Effect of benzyl-α-GalNAc on biotinylated cell surface glycoproteins in HCLE cells. As determined by MAA binding, benzyl-α-GalNAc decreased O-linked sialylation on high molecular weight glycoproteins, which correlates with decreased binding of the H185 antibody to the cell surface–associated mucin MUC16 after benzyl-α-GalNAc treatment (Fig. 1). Binding of PNA to the mucin-associated T-antigen increased after benzyl-α-GalNAc treatment, most likely as a consequence of the reduced levels of terminal sialic acid on the cell surface mucins. Experiments were performed in duplicate.

Figure 3

Mucin O-glycans contribute to the prevention of epithelial cell surface adhesion under static conditions.
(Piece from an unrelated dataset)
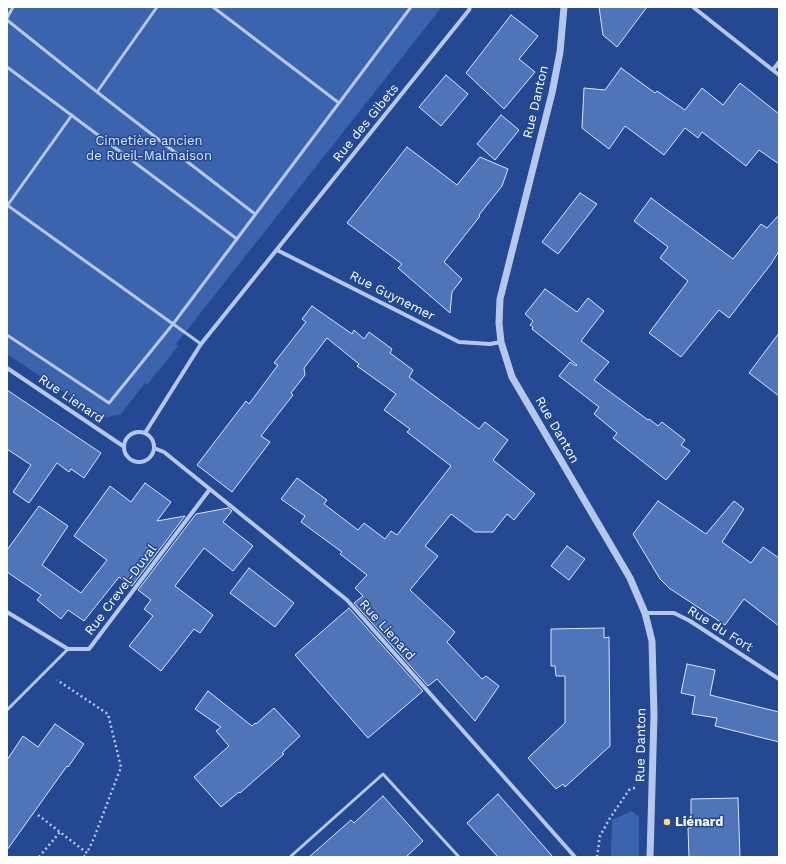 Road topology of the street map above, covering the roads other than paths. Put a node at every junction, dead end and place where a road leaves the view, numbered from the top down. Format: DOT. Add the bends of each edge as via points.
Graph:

Fluorescein-labeled HCLE cells and human fibroblasts in suspension showed reduced binding to HCLE cells grown under conditions that promote mucin O-glycan biosynthesis (Serum), compared with serum-free media (SFM) or to cells treated with the inhibitor benzyl-α-GalNAc (Serum+BG). In control experiments, fluorescein-labeled fibroblasts showed similar levels of adhesion to fibroblasts grown in the presence (FGM+BG) or absence (FGM) of benzyl-α-GalNAc, indicating that benzyl-α-GalNAc influences cell adhesion through the inhibition of O-glycosylation in mucin-expressing cells. Error bars, SEM.

Figure 4

Quantification of the number of transient adhering (rolling) cells under dynamic flow conditions in HCLE cells cultured under different conditions. (A) Inhibition of O-glycosylation with benzyl-α-GalNAc (Serum+BG) increased the number of rolling cells compared with the serum condition (Serum). Rolling cells were defined as cells moving less than 200 μm in five superimposed frames (t = 0.167 s). Error bars, SEM. (B) Representative images of different experimental growth conditions obtained after superimposing five consecutive frames taken from one field of view. In these experiments, the bright-field channel was open to allow visualization of HCLE cells grown on the culture slide. Movies corresponding to images are available online at http://www.iovs.org/cgi/content/full/49/1/197/DC1 (SFM, Movie 1; Serum, Movie 2; Serum+BG, Movie 3).

Figure 5

Cationized ferritin binding to HCLE cells after benzyl-α-GalNAc treatment. Apical surfaces of undifferentiated cells (SFM) and differentiated cells grown in the presence of benzyl-α-GalNAc (Serum+BG) have more negative charges than cells grown in the presence of serum (Serum). These results suggest that negative charges do not play a role in preventing cellular adhesion in HCLE cells. Error bars, SEM.